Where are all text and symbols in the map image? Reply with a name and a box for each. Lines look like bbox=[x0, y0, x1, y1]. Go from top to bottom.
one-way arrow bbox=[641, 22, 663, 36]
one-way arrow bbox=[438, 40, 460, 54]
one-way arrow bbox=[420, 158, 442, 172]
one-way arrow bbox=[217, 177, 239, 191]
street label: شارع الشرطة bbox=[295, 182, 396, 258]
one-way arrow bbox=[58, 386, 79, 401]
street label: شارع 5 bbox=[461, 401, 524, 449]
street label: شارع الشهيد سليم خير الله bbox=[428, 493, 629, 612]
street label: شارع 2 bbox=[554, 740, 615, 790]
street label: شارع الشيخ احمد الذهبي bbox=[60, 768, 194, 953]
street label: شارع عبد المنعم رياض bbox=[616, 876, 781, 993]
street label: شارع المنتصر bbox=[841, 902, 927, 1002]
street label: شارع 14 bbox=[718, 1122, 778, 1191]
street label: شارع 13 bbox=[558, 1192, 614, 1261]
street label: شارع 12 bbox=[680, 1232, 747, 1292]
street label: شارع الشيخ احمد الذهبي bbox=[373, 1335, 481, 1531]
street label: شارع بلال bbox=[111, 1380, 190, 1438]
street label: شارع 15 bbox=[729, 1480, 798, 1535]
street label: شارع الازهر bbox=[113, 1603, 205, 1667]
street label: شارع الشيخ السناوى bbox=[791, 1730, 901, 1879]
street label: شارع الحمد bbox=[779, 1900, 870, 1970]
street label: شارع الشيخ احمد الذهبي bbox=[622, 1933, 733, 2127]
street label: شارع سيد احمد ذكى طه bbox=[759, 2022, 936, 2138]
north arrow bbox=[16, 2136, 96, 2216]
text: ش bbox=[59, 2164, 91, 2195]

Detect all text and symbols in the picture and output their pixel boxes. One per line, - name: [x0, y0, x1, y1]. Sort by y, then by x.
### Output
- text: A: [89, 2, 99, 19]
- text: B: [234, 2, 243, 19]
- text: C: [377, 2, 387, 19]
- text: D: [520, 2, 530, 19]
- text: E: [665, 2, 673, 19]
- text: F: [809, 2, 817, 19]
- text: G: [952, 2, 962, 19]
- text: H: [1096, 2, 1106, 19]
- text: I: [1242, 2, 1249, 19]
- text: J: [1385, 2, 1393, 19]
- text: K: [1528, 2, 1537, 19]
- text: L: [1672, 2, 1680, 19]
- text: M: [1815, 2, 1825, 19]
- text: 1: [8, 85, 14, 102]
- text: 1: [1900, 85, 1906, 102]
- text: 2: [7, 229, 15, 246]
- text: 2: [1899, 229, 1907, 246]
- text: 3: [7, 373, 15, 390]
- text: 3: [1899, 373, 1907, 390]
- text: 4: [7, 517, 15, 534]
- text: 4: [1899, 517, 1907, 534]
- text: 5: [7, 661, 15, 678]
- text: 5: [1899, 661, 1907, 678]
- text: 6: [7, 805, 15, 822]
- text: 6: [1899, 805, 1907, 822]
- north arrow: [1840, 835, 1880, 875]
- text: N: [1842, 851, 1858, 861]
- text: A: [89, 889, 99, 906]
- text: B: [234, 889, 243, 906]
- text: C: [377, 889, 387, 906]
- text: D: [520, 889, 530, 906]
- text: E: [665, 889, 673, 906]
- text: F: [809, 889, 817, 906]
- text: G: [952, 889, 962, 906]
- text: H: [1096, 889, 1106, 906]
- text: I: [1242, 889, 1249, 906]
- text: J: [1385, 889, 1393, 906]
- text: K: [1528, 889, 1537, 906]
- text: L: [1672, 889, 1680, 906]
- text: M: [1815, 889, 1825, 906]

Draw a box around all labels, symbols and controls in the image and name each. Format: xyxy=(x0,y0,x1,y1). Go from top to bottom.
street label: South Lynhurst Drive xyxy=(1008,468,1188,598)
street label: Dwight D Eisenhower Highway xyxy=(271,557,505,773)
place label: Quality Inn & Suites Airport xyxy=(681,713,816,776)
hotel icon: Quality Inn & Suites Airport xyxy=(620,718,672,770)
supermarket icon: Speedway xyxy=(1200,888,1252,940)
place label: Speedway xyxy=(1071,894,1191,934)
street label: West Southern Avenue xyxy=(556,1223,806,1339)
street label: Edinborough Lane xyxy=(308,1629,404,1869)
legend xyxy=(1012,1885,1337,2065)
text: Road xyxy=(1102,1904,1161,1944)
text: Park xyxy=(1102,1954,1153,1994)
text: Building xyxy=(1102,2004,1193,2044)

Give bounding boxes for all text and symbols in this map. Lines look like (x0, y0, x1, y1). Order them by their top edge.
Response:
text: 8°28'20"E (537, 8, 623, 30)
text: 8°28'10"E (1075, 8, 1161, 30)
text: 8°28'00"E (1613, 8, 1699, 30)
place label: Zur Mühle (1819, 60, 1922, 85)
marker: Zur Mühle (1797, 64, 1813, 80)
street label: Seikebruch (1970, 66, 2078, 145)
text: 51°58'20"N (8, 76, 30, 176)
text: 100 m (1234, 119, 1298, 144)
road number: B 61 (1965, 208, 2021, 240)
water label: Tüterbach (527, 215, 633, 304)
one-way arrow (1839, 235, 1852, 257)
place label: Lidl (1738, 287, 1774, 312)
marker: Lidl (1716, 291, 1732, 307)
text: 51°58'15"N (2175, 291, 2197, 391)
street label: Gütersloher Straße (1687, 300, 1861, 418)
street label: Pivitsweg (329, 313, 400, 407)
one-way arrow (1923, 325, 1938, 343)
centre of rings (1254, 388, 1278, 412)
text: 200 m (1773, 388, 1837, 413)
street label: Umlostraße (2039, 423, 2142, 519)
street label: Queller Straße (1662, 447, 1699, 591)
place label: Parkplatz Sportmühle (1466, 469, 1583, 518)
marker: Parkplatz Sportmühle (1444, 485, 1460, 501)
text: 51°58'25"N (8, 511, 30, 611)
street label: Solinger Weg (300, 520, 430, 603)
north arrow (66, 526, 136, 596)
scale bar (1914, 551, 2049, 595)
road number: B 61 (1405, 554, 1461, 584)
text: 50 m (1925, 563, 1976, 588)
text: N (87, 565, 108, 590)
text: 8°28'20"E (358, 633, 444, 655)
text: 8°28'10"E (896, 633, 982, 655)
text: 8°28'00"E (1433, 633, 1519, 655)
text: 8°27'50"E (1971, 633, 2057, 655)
******
**PROBLEM DETAILS**
Copy out each line of the records above that includes "Suites".

**WORKED SOLUTION**
place label: Quality Inn & Suites Airport xyxy=(681,713,816,776)
hotel icon: Quality Inn & Suites Airport xyxy=(620,718,672,770)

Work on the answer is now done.